Professor Kenneth Arrow, a titan of economic theory and Nobel laureate for economics, died yesterday at the age of 95. The New York Times published an excellent obituary. Economics Nobel laureate Al Roth published a blog post about this, the comments on which I recommend reading as well. Finally, Kevin Bryan started a monumental series of four posts on his blog, explaining patiently and deeply the contributions Arrow made to economics. Here is the first of these posts.
UPDATE 2017-02-25: Here is a concise and heartfelt tribute by Lawrence Summers, a nephew of Arrow. Two personal reminiscences in this are so compelling that I am taking the liberty of quoting them here:
I remember like yesterday the moment when Kenneth won the Nobel Prize in 1972. Paul Samuelson—another Nobel economist and, as it happens, also my uncle—hosted a party in his honor, to which I, then a sophomore at MIT, was invited. It was a festive if slightly nerdy occasion.
As the night wore on, Paul and Kenneth were standing in a corner discussing various theorems in mathematical economics. People started leaving. Paul’s wife was looking impatient. Kenneth’s wife, my aunt Selma, put her coat on, buttoned it and started pacing at the door. Kenneth raised something known as the maximum principle and the writings of the Russian mathematician Pontryagin. Paul began a story about the great British mathematical economist and philosopher Frank Ramsey. My ride depended on this conversation ending, so I watched alertly without understanding a word.
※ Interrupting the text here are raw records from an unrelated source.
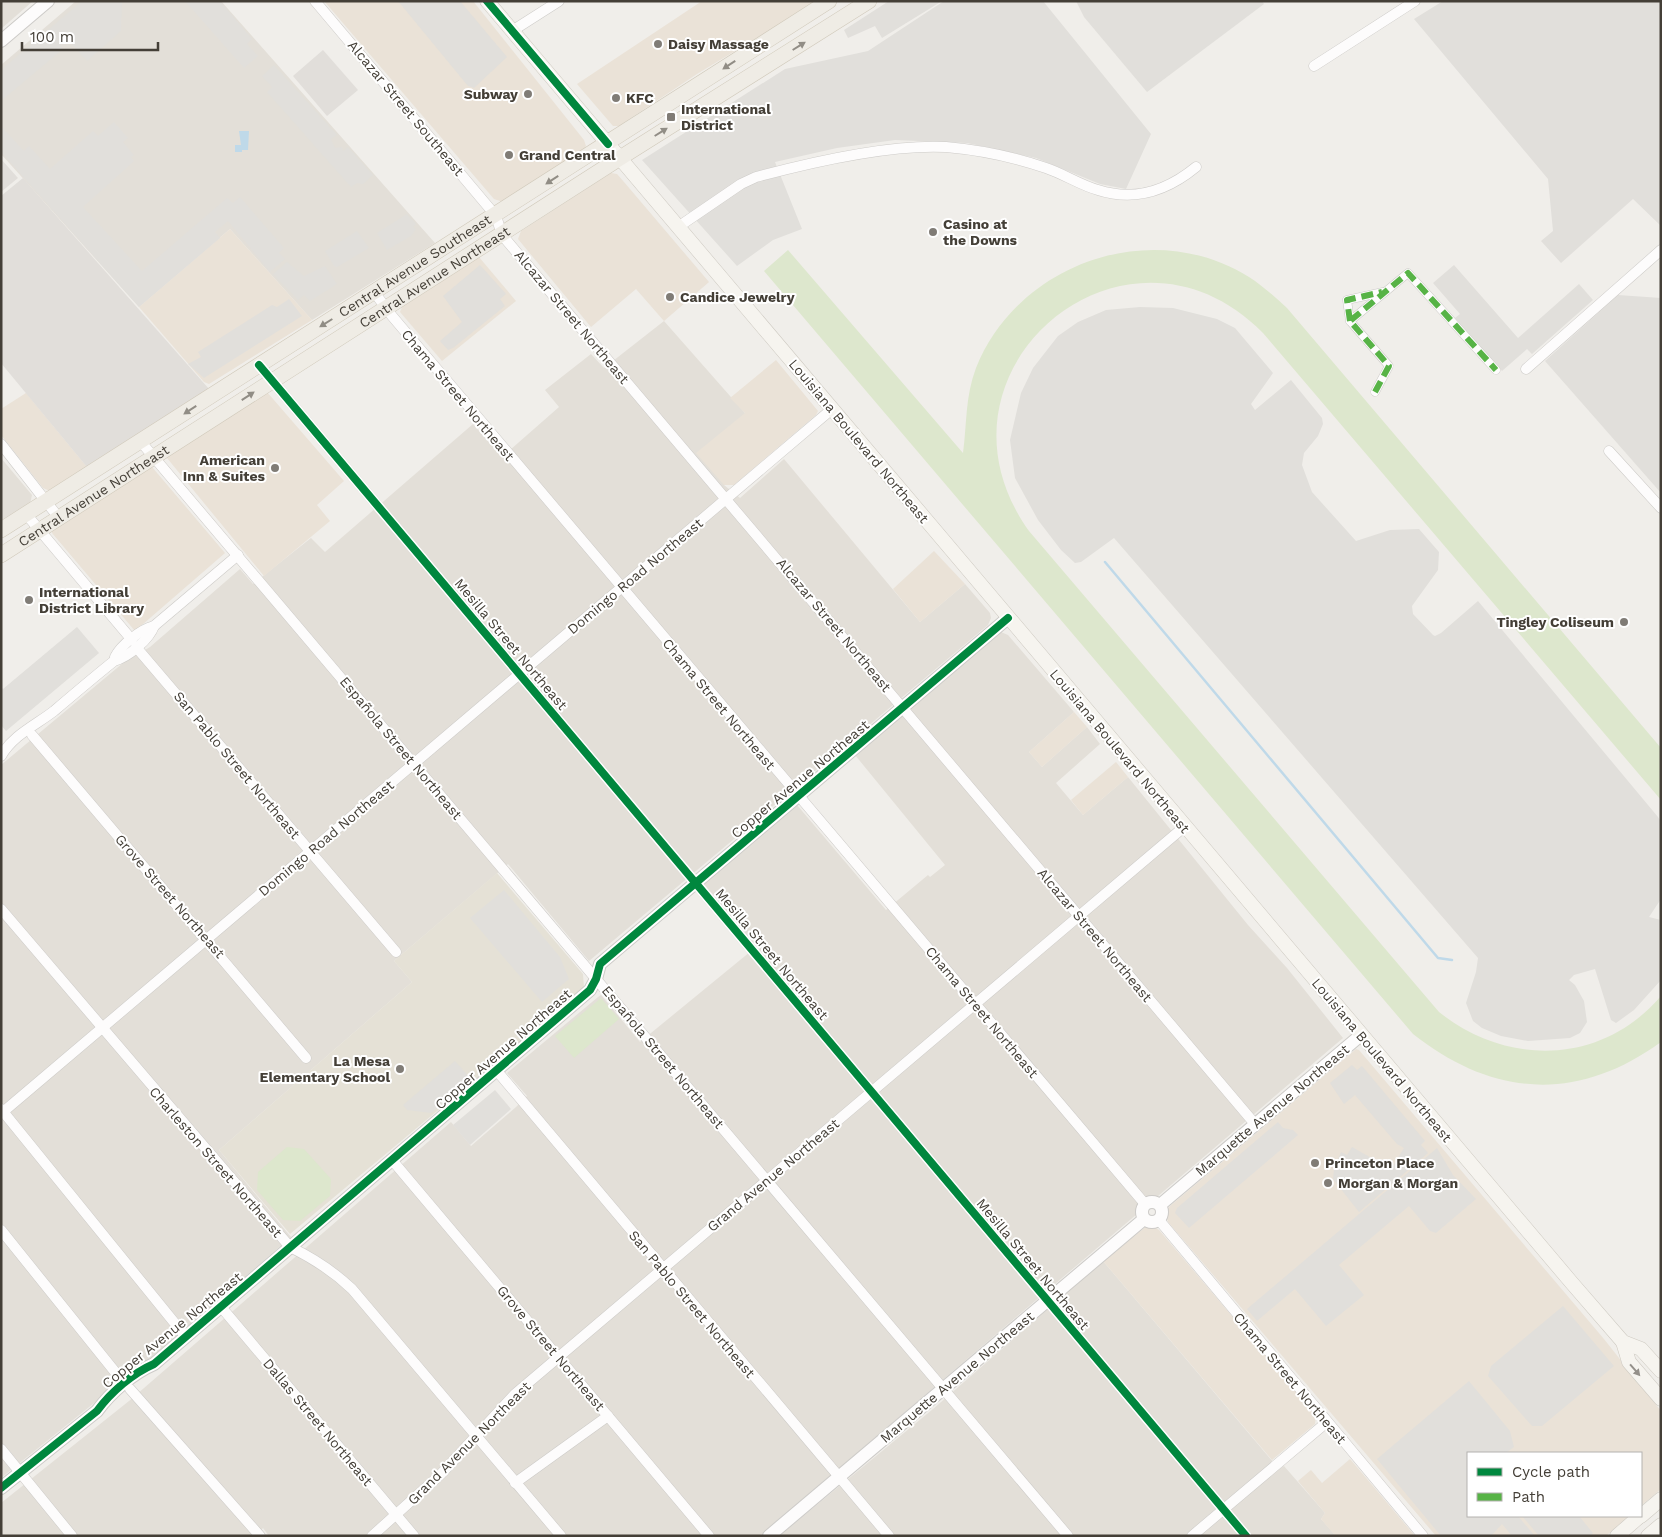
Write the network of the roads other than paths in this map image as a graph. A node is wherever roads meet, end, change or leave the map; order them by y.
1 (48, 1) edge
2 (315, 1) edge
3 (487, 1) edge
4 (559, 1) edge
5 (829, 1) edge
6 (869, 1) edge
7 (1415, 1) edge
8 (512, 31) junction
9 (2, 39) edge
10 (1314, 66) dead end
11 (608, 144) junction
12 (620, 158) junction
13 (1196, 167) dead end
14 (496, 216) junction
15 (678, 226) junction
16 (502, 235) junction
17 (1661, 250) edge
18 (1387, 290) junction
19 (374, 292) junction
20 (386, 309) junction
21 (1350, 321) junction
22 (259, 365) junction
23 (1526, 368) dead end
24 (1496, 370) dead end
25 (272, 380) junction
26 (1375, 392) dead end
27 (832, 409) junction
28 (141, 442) junction
29 (1, 444) edge
30 (1609, 451) dead end
31 (154, 457) junction
32 (726, 499) junction
33 (46, 501) junction
34 (1661, 508) edge
35 (26, 514) junction
36 (59, 518) junction
37 (1, 530) edge
38 (40, 530) junction
39 (1, 555) edge
40 (238, 555) junction
41 (621, 588) junction
42 (1008, 618) junction
43 (134, 643) junction
44 (520, 674) junction
45 (904, 707) junction
46 (52, 712) junction
47 (32, 735) junction
48 (414, 764) junction
49 (798, 797) junction
50 (1184, 827) junction
51 (310, 852) junction
52 (695, 882) junction
53 (1, 909) edge
54 (1080, 916) junction
55 (208, 940) junction
56 (396, 952) dead end
57 (596, 979) junction
58 (976, 1004) junction
59 (102, 1028) junction
60 (1361, 1035) junction
61 (306, 1058) dead end
62 (496, 1071) junction
63 (871, 1092) junction
64 (2, 1110) edge
65 (1255, 1124) junction
66 (392, 1160) junction
67 (767, 1180) junction
68 (1145, 1204) junction
69 (1160, 1205) junction
70 (1144, 1219) junction
71 (1159, 1220) junction
72 (1, 1230) edge
73 (290, 1247) junction
74 (662, 1268) junction
75 (1047, 1300) junction
76 (222, 1308) junction
77 (186, 1337) junction
78 (1623, 1342) junction
79 (558, 1356) junction
80 (1661, 1371) edge
81 (127, 1386) junction
82 (944, 1389) junction
83 (1661, 1399) edge
84 (608, 1416) junction
85 (1327, 1422) junction
86 (476, 1436) junction
87 (1, 1449) edge
88 (20, 1473) junction
89 (839, 1477) junction
90 (515, 1483) junction
91 (1, 1488) edge
92 (1661, 1499) edge
93 (1223, 1509) junction
94 (396, 1515) junction
95 (1642, 1515) edge
96 (1640, 1517) edge
97 (1661, 1525) edge
98 (72, 1536) edge
99 (260, 1536) edge
100 (372, 1536) edge
101 (414, 1536) edge
102 (561, 1536) edge
103 (709, 1536) edge
104 (769, 1536) edge
105 (889, 1536) edge
106 (1068, 1536) edge
107 (1192, 1536) edge
108 (1246, 1536) edge
109 (1423, 1536) edge
110 (1617, 1536) edge
111 (1648, 1536) edge

1 - 9 street
2 - 14 street, Alcazar Street Southeast
3 - 8 main road, Louisiana Boulevard Northeast
4 - 8 street
5 -> 11 main road, Central Avenue Southeast
12 -> 6 main road, Central Avenue Northeast
7 - 10 street
8 - 11 main road, Louisiana Boulevard Northeast
11 - 12 main road, Louisiana Boulevard Northeast
11 -> 14 main road, Central Avenue Southeast
12 - 15 main road, Louisiana Boulevard Northeast
12 - 16 main road, Central Avenue Northeast
13 - 15 street
14 - 16 street, Alcazar Street Northeast
14 - 19 main road, Central Avenue Southeast
15 - 27 main road, Louisiana Boulevard Northeast
16 - 20 main road, Central Avenue Northeast
16 - 32 street, Alcazar Street Northeast
17 - 23 street
18 - 21 street
18 - 21 street
18 - 24 street
19 - 20 street, Chama Street Northeast
19 -> 22 main road, Central Avenue Southeast
20 - 25 main road, Central Avenue Northeast
20 - 41 street, Chama Street Northeast
21 - 26 street
22 - 25 street, Mesilla Street Northeast
22 -> 28 main road, Central Avenue Southeast
31 -> 25 main road, Central Avenue Northeast
25 - 44 street, Mesilla Street Northeast
27 - 32 street, Domingo Road Northeast
27 - 42 main road, Louisiana Boulevard Northeast
28 - 31 street, Española Street Northeast
28 - 33 main road, Central Avenue Southeast
29 - 33 street
30 - 34 street
31 - 36 main road, Central Avenue Northeast
31 - 40 street, Española Street Northeast
32 - 41 street, Domingo Road Northeast
32 - 45 street, Alcazar Street Northeast
33 - 35 main road, Central Avenue Southeast
33 - 36 street
35 - 37 main road, Central Avenue Southeast
35 - 38 street, San Pablo Street Northeast
36 - 38 main road, Central Avenue Northeast
38 - 39 main road, Central Avenue Northeast
38 - 43 street, San Pablo Street Northeast
40 - 43 street
40 - 48 street, Española Street Northeast
41 - 44 street, Domingo Road Northeast
41 - 49 street, Chama Street Northeast
42 - 45 street, Copper Avenue Northeast
42 - 50 main road, Louisiana Boulevard Northeast
43 - 46 street
43 - 51 street, San Pablo Street Northeast
44 - 48 street, Domingo Road Northeast
44 - 52 street, Mesilla Street Northeast
45 - 49 street, Copper Avenue Northeast
45 - 54 street, Alcazar Street Northeast
46 - 47 street
46 - 47 street
47 - 55 street, Grove Street Northeast
48 - 51 street, Domingo Road Northeast
48 - 57 street, Española Street Northeast
49 - 52 street, Copper Avenue Northeast
49 - 58 street, Chama Street Northeast
50 - 54 street, Grand Avenue Northeast
50 - 60 main road, Louisiana Boulevard Northeast
51 - 55 street, Domingo Road Northeast
51 - 56 street, San Pablo Street Northeast
52 - 57 street, Copper Avenue Northeast
52 - 63 street, Mesilla Street Northeast
53 - 59 street, Charleston Street Northeast
54 - 58 street, Grand Avenue Northeast
54 - 65 street, Alcazar Street Northeast
55 - 59 street, Domingo Road Northeast
55 - 61 street, Grove Street Northeast
57 - 62 street, Copper Avenue Northeast
57 - 67 street, Española Street Northeast
58 - 63 street, Grand Avenue Northeast
58 - 68 street, Chama Street Northeast
59 - 64 street, Domingo Road Northeast
59 - 73 street, Charleston Street Northeast
60 - 65 street, Marquette Avenue Northeast
60 - 78 main road, Louisiana Boulevard Northeast
62 - 66 street, Copper Avenue Northeast
62 - 74 street, San Pablo Street Northeast
63 - 67 street, Grand Avenue Northeast
63 - 75 street, Mesilla Street Northeast
64 - 77 street
65 - 69 street, Marquette Avenue Northeast
66 - 73 street, Copper Avenue Northeast
66 - 79 street, Grove Street Northeast
67 - 74 street, Grand Avenue Northeast
67 - 82 street, Española Street Northeast
68 - 69 street
68 - 70 street
69 - 71 street
70 - 71 street
70 - 75 street, Marquette Avenue Northeast
71 - 85 street, Chama Street Northeast
72 - 81 street
73 - 76 street, Copper Avenue Northeast
73 - 86 street, Charleston Street Northeast
74 - 79 street, Grand Avenue Northeast
74 - 89 street, San Pablo Street Northeast
75 - 82 street, Marquette Avenue Northeast
75 - 93 street, Mesilla Street Northeast
76 - 77 street, Copper Avenue Northeast
76 - 94 street, Dallas Street Northeast
77 - 81 street, Copper Avenue Northeast
78 - 80 main road, Louisiana Boulevard Northeast
78 -> 83 main road, Louisiana Boulevard Northeast
79 - 84 street, Grove Street Northeast
79 - 86 street, Grand Avenue Northeast
81 - 88 street, Copper Avenue Northeast
81 - 99 street
82 - 89 street, Marquette Avenue Northeast
82 - 106 street, Española Street Northeast
84 - 90 street
84 - 103 street, Grove Street Northeast
85 - 93 street
85 - 109 street, Chama Street Northeast
86 - 90 street, Charleston Street Northeast
86 - 94 street, Grand Avenue Northeast
87 - 88 street
88 - 91 street, Copper Avenue Northeast
88 - 98 street
89 - 104 street, Marquette Avenue Northeast
89 - 105 street, San Pablo Street Northeast
90 - 102 street, Charleston Street Northeast
92 - 95 main road
93 - 107 street
93 - 108 street, Mesilla Street Northeast
94 - 100 street, Grand Avenue Northeast
94 - 101 street, Dallas Street Northeast
96 - 110 main road
97 - 111 main road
But I did understand this: There were two people in the room who had won Nobel Prizes. They were the two people who, after everyone else was exhausted and heading home, talked on and on into the evening about the subject they loved. I learned that night about my uncles—about their passion for ideas and about the importance and excitement of what scholars do.
[…]
Kenneth knew more about everything than most know about anything, but he never flaunted his intelligence. It was another lesson for me when, many years ago, a paper was published correcting a famous analysis published by one of Kenneth’s teachers. At the time, it created a stir. I asked him what he thought. He said quietly that he had known of the error for decades, but such was his respect for his teacher that he did not publish his insight.